All persons whose names appear upon the register prepared for such election as residing in such election district shall be permitted to vote and shall be given ballots for such purpose. Where the general election registers have been turned over to the board of education, the board may require that the registers be used on election day for the purpose of verifying the signature of each voter. Where the board of elections, or other authority having lawful custody of the register or registers, has elected to furnish certified registry lists in place of the original registers, the board of education may require that any voter offer evidence to prove his identity before being permitted to vote. In such case, not less than ten days prior to election day, the board shall establish reasonable rules and regulations governing the evidence necessary to prove the identity of each voter.


Booths shall be provided and voters shall be required to enter such booths for the purpose of marking their ballots. The ballots when presented to the inspector shall be folded so as to conceal the names of the candidates for whom the voter has voted.


All voters entitled to vote who are in the place where the election is held at or before the time of closing the polls shall be allowed to vote. The inspectors shall keep a poll list, containing the name and address of each qualified elector who votes at such election for the candidates or propositions voted for thereat. 4-a.

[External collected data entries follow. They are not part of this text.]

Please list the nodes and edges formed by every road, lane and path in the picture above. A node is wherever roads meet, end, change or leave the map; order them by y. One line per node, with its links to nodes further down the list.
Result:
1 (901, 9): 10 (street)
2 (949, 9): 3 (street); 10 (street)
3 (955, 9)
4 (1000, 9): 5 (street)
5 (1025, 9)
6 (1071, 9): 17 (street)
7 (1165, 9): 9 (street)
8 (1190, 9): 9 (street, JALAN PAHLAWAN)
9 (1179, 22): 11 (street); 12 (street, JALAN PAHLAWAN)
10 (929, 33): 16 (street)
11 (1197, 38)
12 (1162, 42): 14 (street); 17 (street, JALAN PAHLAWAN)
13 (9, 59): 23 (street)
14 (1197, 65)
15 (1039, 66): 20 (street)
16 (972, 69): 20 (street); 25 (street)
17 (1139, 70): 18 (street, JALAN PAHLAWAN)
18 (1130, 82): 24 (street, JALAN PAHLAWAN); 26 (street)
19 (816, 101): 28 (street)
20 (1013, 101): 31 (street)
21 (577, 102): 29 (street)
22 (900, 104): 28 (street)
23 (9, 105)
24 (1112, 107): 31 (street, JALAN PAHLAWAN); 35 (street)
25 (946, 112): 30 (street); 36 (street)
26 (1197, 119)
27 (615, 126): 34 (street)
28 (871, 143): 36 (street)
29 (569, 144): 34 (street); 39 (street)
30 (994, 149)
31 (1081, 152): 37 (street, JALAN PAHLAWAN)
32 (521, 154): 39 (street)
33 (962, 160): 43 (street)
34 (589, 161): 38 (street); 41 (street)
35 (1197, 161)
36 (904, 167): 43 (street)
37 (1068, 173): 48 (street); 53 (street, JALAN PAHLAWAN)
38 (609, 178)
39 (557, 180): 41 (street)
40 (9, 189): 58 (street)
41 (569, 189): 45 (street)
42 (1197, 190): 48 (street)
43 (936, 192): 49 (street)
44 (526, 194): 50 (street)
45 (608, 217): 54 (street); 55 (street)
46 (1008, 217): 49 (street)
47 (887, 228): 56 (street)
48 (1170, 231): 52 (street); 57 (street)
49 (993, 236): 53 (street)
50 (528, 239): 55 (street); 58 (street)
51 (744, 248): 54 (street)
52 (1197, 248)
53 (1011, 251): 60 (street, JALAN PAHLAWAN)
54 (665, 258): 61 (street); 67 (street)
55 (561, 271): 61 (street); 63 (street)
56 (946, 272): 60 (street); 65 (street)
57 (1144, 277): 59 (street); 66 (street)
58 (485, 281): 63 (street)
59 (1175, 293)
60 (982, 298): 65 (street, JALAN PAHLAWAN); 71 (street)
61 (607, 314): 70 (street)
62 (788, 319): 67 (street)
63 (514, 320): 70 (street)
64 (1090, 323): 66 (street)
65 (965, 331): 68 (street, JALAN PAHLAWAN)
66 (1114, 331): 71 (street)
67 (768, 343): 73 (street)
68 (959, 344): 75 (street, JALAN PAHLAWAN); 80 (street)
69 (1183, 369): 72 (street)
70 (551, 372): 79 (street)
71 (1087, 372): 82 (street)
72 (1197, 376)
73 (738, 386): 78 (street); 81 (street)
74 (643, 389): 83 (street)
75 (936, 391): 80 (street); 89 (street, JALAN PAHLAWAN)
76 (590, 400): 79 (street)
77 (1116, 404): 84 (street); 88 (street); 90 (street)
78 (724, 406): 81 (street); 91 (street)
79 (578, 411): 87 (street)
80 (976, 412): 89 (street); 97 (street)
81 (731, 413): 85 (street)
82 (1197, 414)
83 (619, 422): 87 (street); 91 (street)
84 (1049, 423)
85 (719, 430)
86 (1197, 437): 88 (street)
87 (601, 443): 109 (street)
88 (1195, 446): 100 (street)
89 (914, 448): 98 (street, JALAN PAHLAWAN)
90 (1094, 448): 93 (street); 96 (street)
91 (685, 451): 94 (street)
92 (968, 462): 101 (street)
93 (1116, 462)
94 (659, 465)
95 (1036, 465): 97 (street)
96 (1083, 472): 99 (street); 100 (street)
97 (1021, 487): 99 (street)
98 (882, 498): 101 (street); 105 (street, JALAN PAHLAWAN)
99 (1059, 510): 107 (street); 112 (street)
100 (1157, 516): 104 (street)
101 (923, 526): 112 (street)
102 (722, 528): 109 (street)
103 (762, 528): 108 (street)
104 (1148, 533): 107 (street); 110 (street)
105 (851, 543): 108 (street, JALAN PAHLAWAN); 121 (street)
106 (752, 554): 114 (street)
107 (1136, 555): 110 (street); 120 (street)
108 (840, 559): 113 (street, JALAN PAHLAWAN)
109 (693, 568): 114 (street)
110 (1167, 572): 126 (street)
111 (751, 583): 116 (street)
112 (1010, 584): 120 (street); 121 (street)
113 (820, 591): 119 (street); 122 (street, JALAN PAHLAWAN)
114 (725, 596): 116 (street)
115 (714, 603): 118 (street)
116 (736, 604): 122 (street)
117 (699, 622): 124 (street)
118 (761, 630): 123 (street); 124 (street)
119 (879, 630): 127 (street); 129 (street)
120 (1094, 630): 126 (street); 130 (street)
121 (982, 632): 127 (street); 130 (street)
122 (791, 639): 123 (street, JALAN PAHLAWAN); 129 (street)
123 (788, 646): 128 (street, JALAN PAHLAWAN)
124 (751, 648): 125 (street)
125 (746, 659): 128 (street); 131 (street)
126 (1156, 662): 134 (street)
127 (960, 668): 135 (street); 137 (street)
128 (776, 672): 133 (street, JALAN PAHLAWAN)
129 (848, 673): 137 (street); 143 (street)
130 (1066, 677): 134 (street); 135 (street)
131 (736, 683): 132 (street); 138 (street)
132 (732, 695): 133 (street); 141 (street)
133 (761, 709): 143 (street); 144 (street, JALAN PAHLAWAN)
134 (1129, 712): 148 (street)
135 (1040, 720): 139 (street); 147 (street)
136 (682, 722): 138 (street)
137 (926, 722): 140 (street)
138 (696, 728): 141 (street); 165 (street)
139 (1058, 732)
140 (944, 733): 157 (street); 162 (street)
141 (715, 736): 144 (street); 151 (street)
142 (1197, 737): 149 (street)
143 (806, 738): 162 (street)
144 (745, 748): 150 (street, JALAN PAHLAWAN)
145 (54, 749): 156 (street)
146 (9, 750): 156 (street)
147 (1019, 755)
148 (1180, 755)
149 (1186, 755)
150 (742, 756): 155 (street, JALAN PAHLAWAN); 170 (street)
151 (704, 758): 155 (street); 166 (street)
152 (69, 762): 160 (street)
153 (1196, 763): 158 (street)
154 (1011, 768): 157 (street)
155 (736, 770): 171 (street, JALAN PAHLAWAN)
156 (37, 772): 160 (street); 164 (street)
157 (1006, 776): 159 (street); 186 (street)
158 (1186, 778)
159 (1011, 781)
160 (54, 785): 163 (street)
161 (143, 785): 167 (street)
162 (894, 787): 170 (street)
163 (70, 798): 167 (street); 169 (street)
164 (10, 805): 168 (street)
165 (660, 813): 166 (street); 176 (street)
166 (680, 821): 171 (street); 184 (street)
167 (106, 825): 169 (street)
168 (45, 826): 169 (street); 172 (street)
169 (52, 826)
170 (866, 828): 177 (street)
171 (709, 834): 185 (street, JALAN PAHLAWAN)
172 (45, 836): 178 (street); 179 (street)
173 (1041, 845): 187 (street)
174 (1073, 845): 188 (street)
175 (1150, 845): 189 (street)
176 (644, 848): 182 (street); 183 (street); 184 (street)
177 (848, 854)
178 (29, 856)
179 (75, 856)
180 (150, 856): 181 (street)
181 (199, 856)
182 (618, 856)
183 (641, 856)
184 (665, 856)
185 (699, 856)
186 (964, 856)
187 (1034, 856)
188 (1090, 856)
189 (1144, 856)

At each such election there shall be conspicuously placed, by the inspectors of election, distance markers at a distance of one hundred feet from the polling place. Such distance markers shall indicate the prohibition contained in paragraph (b) of this subdivision and shall be so placed at least one-half hour before the opening of the polls and shall remain until the polls are closed.


Where such markers are so placed and the polls are open, no person shall do any electioneering within the polling place, or within one hundred feet therefrom in any public street, or within such distance in any place in a public manner and no banner, poster or placard on behalf of or in opposition to any candidate or issue to be voted upon shall be allowed in or upon the polling place or within one hundred feet therefrom during the election. For the purposes of this subdivision, the one hundred foot distance shall be deemed to include a one hundred foot radial measured from the entrances, designated by the inspectors of election, to a building where such election is being held. This section shall not be deemed to prohibit the board of trustees or board of education from displaying within any polling place a copy or copies of any proposition to be voted upon.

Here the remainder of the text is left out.